Exercise description - Text in the records must be reproduced exactly, and pictures must be skipped.

#### Information shown ####

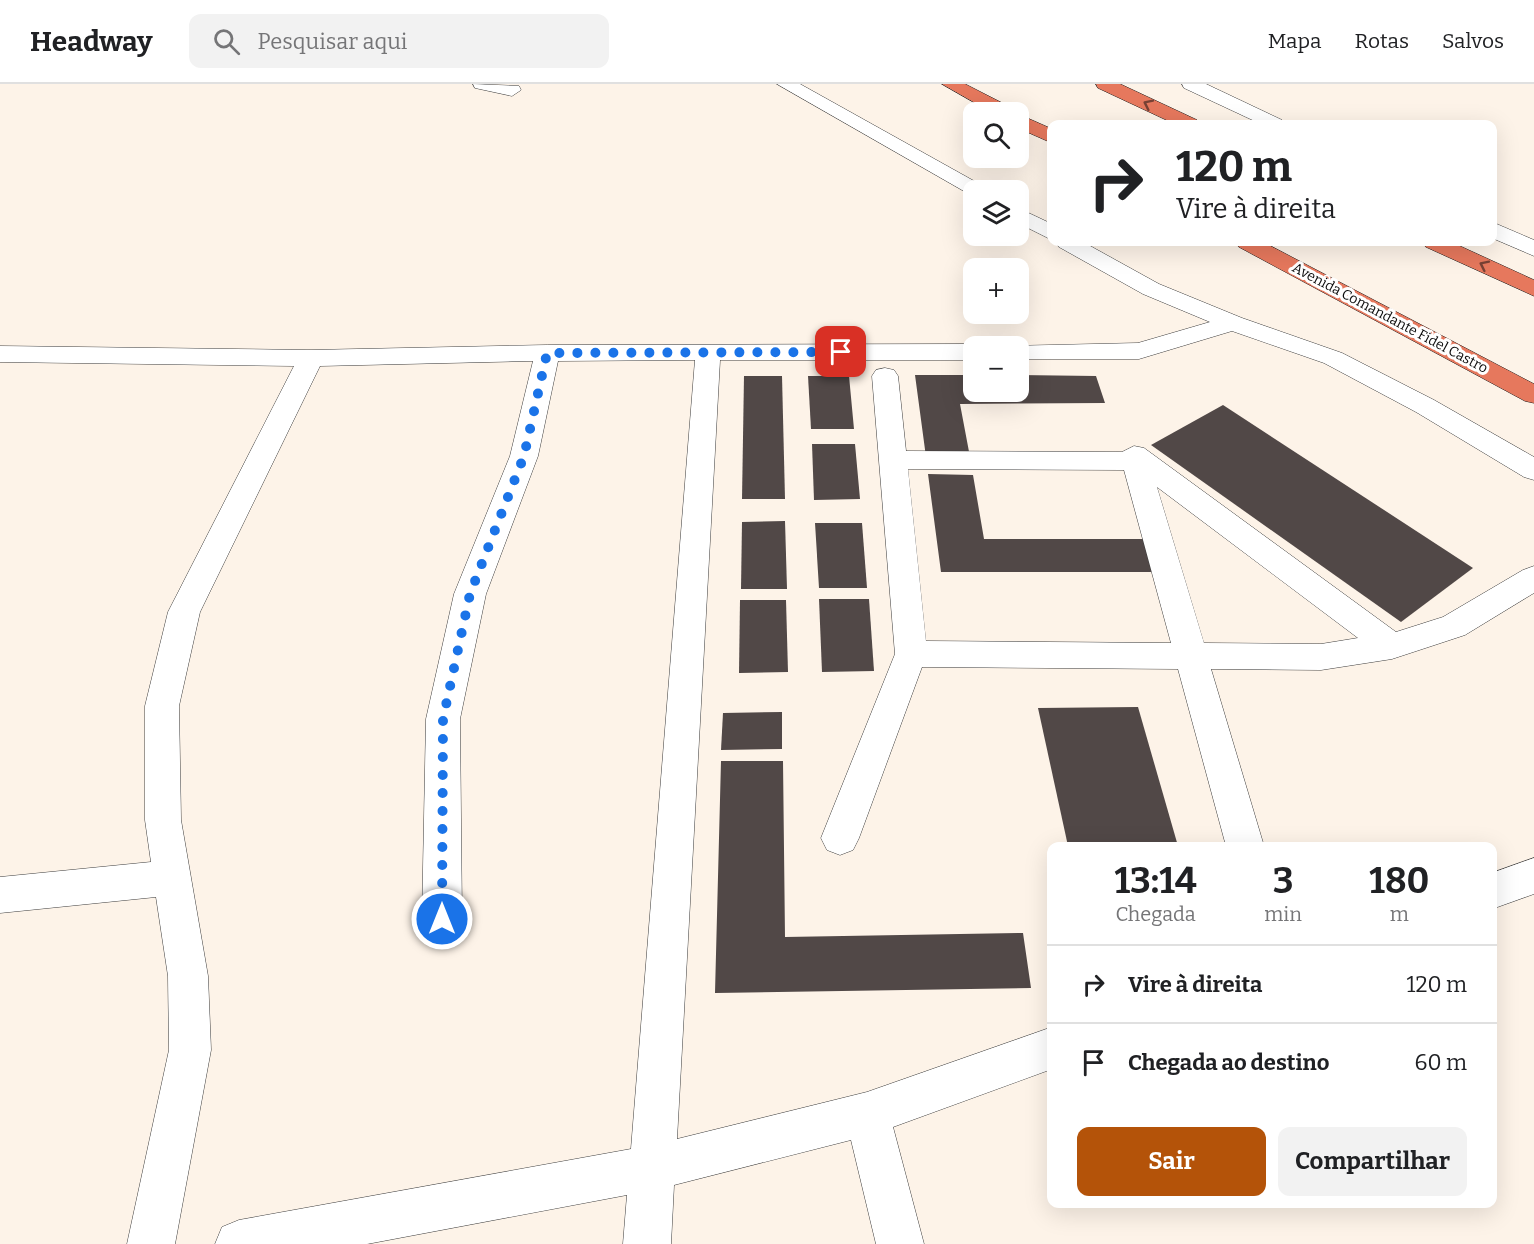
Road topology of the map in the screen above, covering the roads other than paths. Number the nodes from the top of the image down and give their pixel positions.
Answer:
1 (482, 84) edge
2 (951, 84) edge
3 (1191, 84) edge
4 (1112, 85) edge
5 (798, 86) edge
6 (512, 90) dead end
7 (986, 102) edge
8 (1182, 120) edge
9 (1267, 120) edge
10 (1029, 126) edge
11 (1047, 134) edge
12 (883, 138) junction
13 (974, 180) edge
14 (963, 183) edge
15 (1029, 220) edge
16 (1047, 229) edge
17 (1497, 231) edge
18 (1074, 246) edge
19 (1255, 246) edge
20 (1443, 246) edge
21 (1534, 249) edge
22 (1534, 289) edge
23 (1233, 323) junction
24 (963, 351) edge
25 (1029, 351) edge
26 (547, 353) junction
27 (708, 353) junction
28 (0, 354) edge
29 (311, 358) junction
30 (885, 376) dead end
31 (1534, 394) edge
32 (893, 460) junction
33 (1135, 461) junction
34 (1534, 470) edge
35 (1534, 578) edge
36 (1392, 646) junction
37 (911, 654) junction
38 (1192, 655) junction
39 (840, 838) dead end
40 (1244, 842) edge
41 (1534, 876) edge
42 (171, 878) junction
43 (1497, 889) edge
44 (0, 895) edge
45 (442, 919) dead end
46 (1047, 1050) edge
47 (867, 1114) junction
48 (652, 1168) junction
49 (151, 1244) edge
50 (239, 1244) edge
51 (647, 1244) edge
52 (900, 1244) edge

1 - 6 street
2 - 7 highway
3 - 9 street
8 -> 4 highway
5 - 12 street
10 - 11 highway
12 - 13 street
12 - 14 street
15 - 16 street
17 - 21 street
18 - 23 street
19 - 31 highway, Avenida Comandante Fidel Castro
22 -> 20 highway
23 - 25 street
23 - 34 street
24 - 27 street
26 - 27 street
26 - 29 street
26 - 45 street
27 - 48 street
28 - 29 street
29 - 42 street
30 - 32 street
32 - 33 street
32 - 37 street
33 - 36 street
33 - 38 street
35 - 36 street
36 - 38 street
37 - 38 street
37 - 39 street
38 - 40 street
41 - 43 street
42 - 44 street
42 - 49 street
46 - 47 street
47 - 48 street
47 - 52 street
48 - 50 street
48 - 51 street

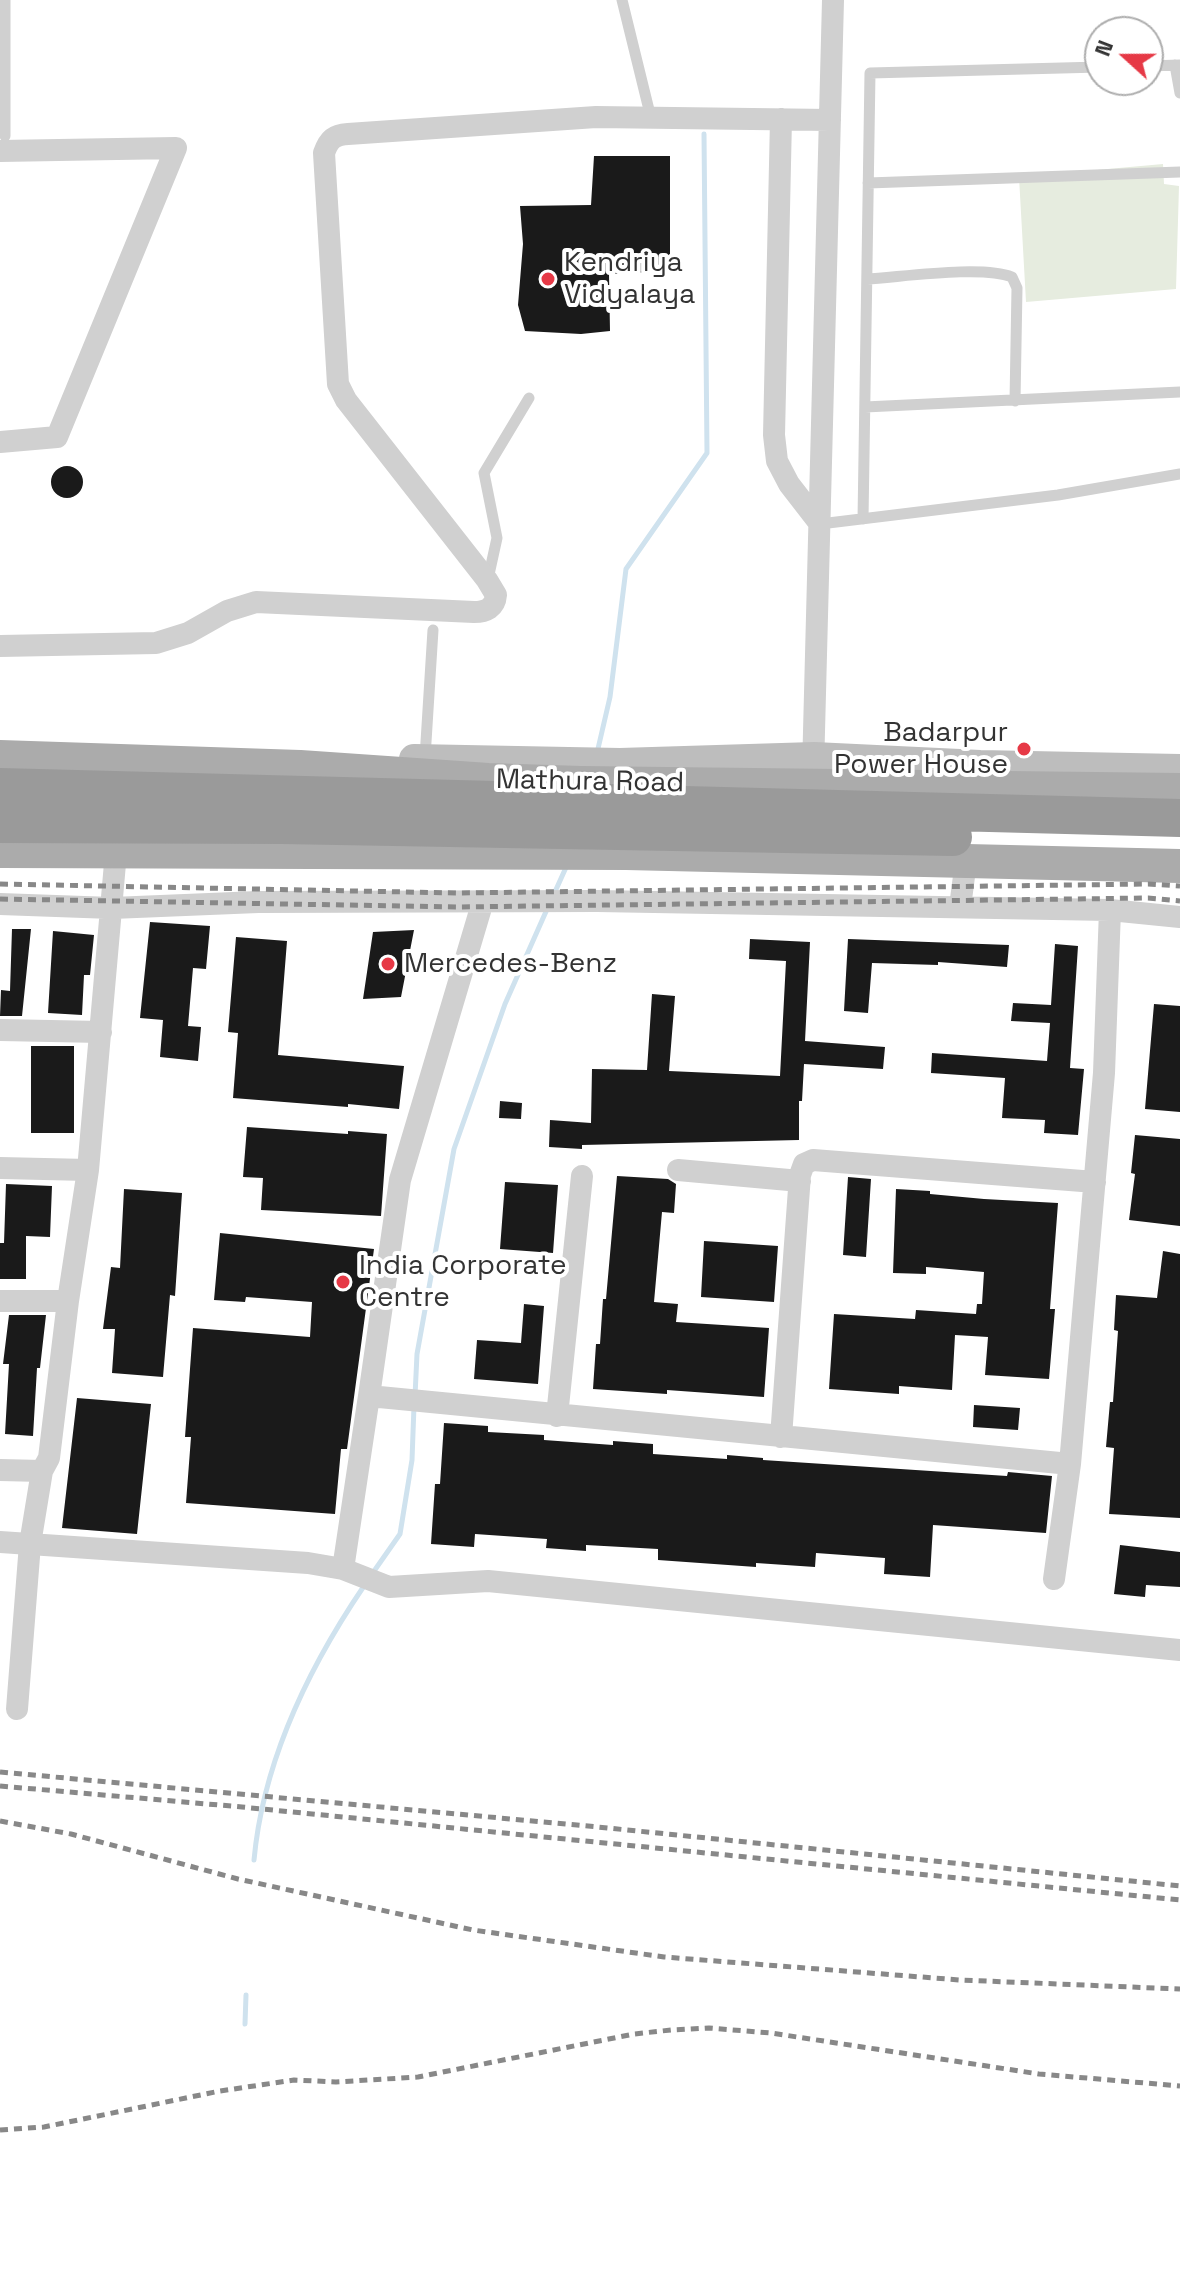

####

The completed task -
Road topology of the map in the screen above, covering the roads other than paths. Number the nodes from the top of the image down and give their pixel positions.
Answer:
1 (482, 84) edge
2 (951, 84) edge
3 (1191, 84) edge
4 (1112, 85) edge
5 (798, 86) edge
6 (512, 90) dead end
7 (986, 102) edge
8 (1182, 120) edge
9 (1267, 120) edge
10 (1029, 126) edge
11 (1047, 134) edge
12 (883, 138) junction
13 (974, 180) edge
14 (963, 183) edge
15 (1029, 220) edge
16 (1047, 229) edge
17 (1497, 231) edge
18 (1074, 246) edge
19 (1255, 246) edge
20 (1443, 246) edge
21 (1534, 249) edge
22 (1534, 289) edge
23 (1233, 323) junction
24 (963, 351) edge
25 (1029, 351) edge
26 (547, 353) junction
27 (708, 353) junction
28 (0, 354) edge
29 (311, 358) junction
30 (885, 376) dead end
31 (1534, 394) edge
32 (893, 460) junction
33 (1135, 461) junction
34 (1534, 470) edge
35 (1534, 578) edge
36 (1392, 646) junction
37 (911, 654) junction
38 (1192, 655) junction
39 (840, 838) dead end
40 (1244, 842) edge
41 (1534, 876) edge
42 (171, 878) junction
43 (1497, 889) edge
44 (0, 895) edge
45 (442, 919) dead end
46 (1047, 1050) edge
47 (867, 1114) junction
48 (652, 1168) junction
49 (151, 1244) edge
50 (239, 1244) edge
51 (647, 1244) edge
52 (900, 1244) edge

1 - 6 street
2 - 7 highway
3 - 9 street
8 -> 4 highway
5 - 12 street
10 - 11 highway
12 - 13 street
12 - 14 street
15 - 16 street
17 - 21 street
18 - 23 street
19 - 31 highway, Avenida Comandante Fidel Castro
22 -> 20 highway
23 - 25 street
23 - 34 street
24 - 27 street
26 - 27 street
26 - 29 street
26 - 45 street
27 - 48 street
28 - 29 street
29 - 42 street
30 - 32 street
32 - 33 street
32 - 37 street
33 - 36 street
33 - 38 street
35 - 36 street
36 - 38 street
37 - 38 street
37 - 39 street
38 - 40 street
41 - 43 street
42 - 44 street
42 - 49 street
46 - 47 street
47 - 48 street
47 - 52 street
48 - 50 street
48 - 51 street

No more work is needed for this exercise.